Я объяснил, откуда пришел и зачем.
— Лыжник! — обрадовалась голова и скрылась за дверью. — Погоди, я сейчас.
Вскоре мужчина появился в шапке и тулупе, коротко бросил: «Пойдем» — и направился к другому дому, что светился окнами метрах в двухстах от нас.
— Тебя давно Джума дожидается.
— Какой еще Джума?
— Наш заведующий фермой. Чукулдукова знаешь?
— Ага, — на всякий случай согласился я.
— Про него и речь. Да вот как раз он сам, легок на помине, — мой провожатый показал на бредущую навстречу фигуру.
— Эй, Джума, — заорал он. — С тебя причитается…
— Все буянишь, — раздалось в ответ.
— А ты газуй шибче. Лыжника твоего веду, понял?
Фигура во тьме заколыхалась быстрее, мы тоже прибавили шагу, и вот уже меня обхватили, мнут крепкие руки, а я остолбенело стою, не, знаю, в чем дело.

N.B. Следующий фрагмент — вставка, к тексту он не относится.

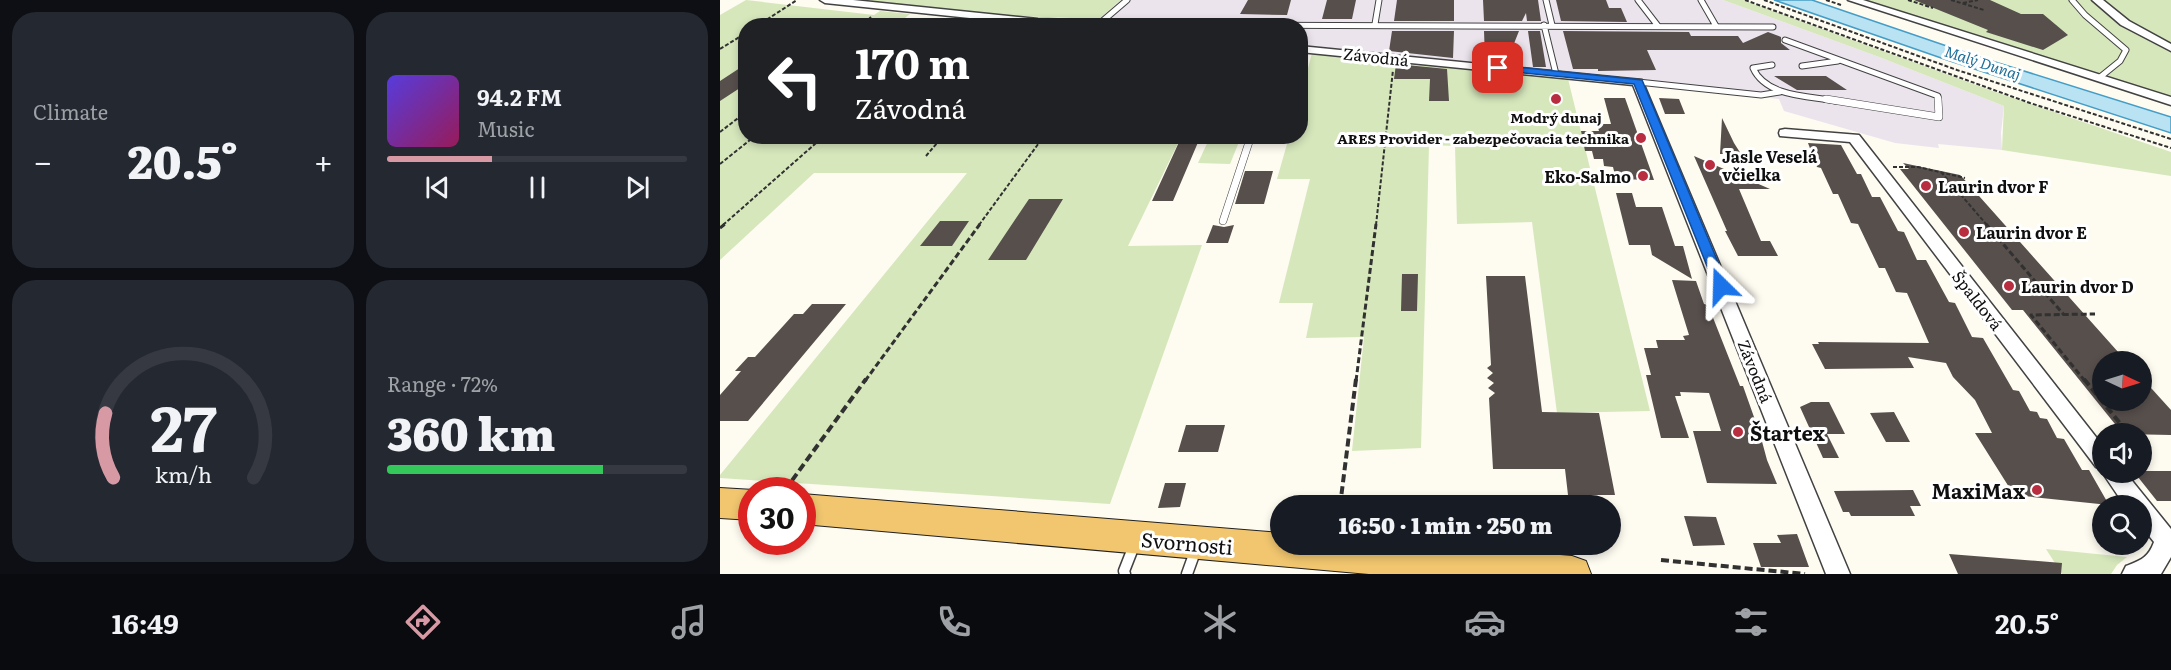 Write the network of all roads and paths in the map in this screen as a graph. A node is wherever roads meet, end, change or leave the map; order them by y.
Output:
1 (797, 0) edge
2 (825, 0) edge
3 (1127, 0) edge
4 (1379, 0) edge
5 (1546, 0) edge
6 (1638, 0) edge
7 (1701, 0) edge
8 (1745, 0) edge
9 (1764, 0) edge
10 (1853, 0) edge
11 (1908, 0) edge
12 (1951, 0) edge
13 (1978, 0) edge
14 (2072, 0) edge
15 (2097, 0) edge
16 (1961, 3) junction
17 (1933, 8) dead end
18 (1984, 10) dead end
19 (769, 18) edge
20 (999, 18) edge
21 (1106, 18) edge
22 (1375, 24) junction
23 (1308, 25) edge
24 (1544, 25) junction
25 (1552, 25) junction
26 (1658, 26) junction
27 (1716, 26) junction
28 (1773, 27) dead end
29 (738, 38) edge
30 (1785, 40) dead end
31 (2171, 48) edge
32 (720, 49) edge
33 (1308, 49) edge
34 (1395, 58) junction
35 (1842, 61) junction
36 (1772, 65) dead end
37 (1802, 66) dead end
38 (1556, 74) junction
39 (2099, 78) junction
40 (1638, 82) junction
41 (1780, 92) junction
42 (2171, 101) edge
43 (738, 118) edge
44 (720, 132) edge
45 (1785, 134) dead end
46 (2171, 139) edge
47 (744, 144) edge
48 (815, 144) edge
49 (937, 144) edge
50 (1038, 144) edge
51 (1248, 144) edge
52 (2171, 148) edge
53 (926, 156) dead end
54 (720, 164) edge
55 (1884, 167) dead end
56 (1941, 172) junction
57 (1965, 178) dead end
58 (1223, 221) dead end
59 (720, 228) edge
60 (2095, 314) dead end
61 (2064, 315) junction
62 (2120, 423) edge
63 (2092, 447) edge
64 (795, 477) edge
65 (2120, 483) edge
66 (1341, 495) edge
67 (2130, 495) edge
68 (720, 503) edge
69 (738, 504) edge
70 (816, 511) edge
71 (2152, 523) edge
72 (1137, 537) junction
73 (2168, 543) edge
74 (1192, 558) edge
75 (1661, 560) dead end
76 (1125, 574) edge
77 (1572, 574) edge
78 (1805, 574) edge
79 (1838, 574) edge
80 (2134, 574) edge

1 - 19 path
2 - 20 street
3 - 21 lane
4 - 22 lane
5 - 25 lane
6 - 26 lane
7 - 27 lane
8 - 52 path
9 - 46 path
10 - 39 street
11 - 17 path
12 - 16 path
13 - 16 path
14 - 39 lane
15 - 31 street
16 - 18 path
22 - 23 lane
22 - 24 lane
24 - 25 lane
24 - 38 lane
25 - 26 lane
26 - 27 lane
27 - 28 lane
29 - 32 path
30 - 35 lane
33 - 34 street, Závodná
34 - 38 street, Závodná
34 - 66 path
35 - 37 lane
35 - 41 lane
36 - 41 lane
38 - 40 street, Závodná
39 - 42 street
40 - 41 lane
40 - 79 street, Závodná
43 - 44 path
45 - 63 street, Špaldová
47 - 54 path
48 - 59 path
49 - 53 path
50 - 64 path
51 - 58 lane
55 - 56 path
56 - 57 path
56 - 61 path
60 - 61 path
61 - 62 path
65 - 67 street
68 - 69 main road
70 - 72 main road, Svornosti
71 - 73 street
72 - 74 main road, Svornosti
72 - 76 lane
73 - 80 street
74 - 77 main road, Svornosti
75 - 78 path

— Ну, молодец! А здоровый какой! — восторгался Джума. — Ну, молодец! Нашел-таки! — Потом заторопился: — Иди прямо в дом, порадуй Каныш, а мне срочно на ферму нужно.
— Причитается! — настаивал мой провожатый.
— Успеешь, Сеит. Завтра сочтемся.
Сеит хохотнул:
— Мужской разговор! — и повернул назад.
В доме было жарко натоплено, пахло лавровым листом и кожей; вдоль печки выстроились для просушки детские ботинки. Сами детишки уже спали в соседней комнате. Каныш, тихая и довольно стройная женщина, помогла мне раздеться, усадила на единственный табурет. От внезапного обилия тепла тело размякло, потянуло ко сну. Но я крепился, боролся с дремотой, боясь шлепнуться с табурета или, что еще хуже, проспать ужин.
Вернулся Джума. Потопал в прихожей, обмел с валенок снег и, наконец, вошел в комнату — невысокий, узкоплечий, но жилистый и, как я убедился перед этим, обладающий потаенной силой.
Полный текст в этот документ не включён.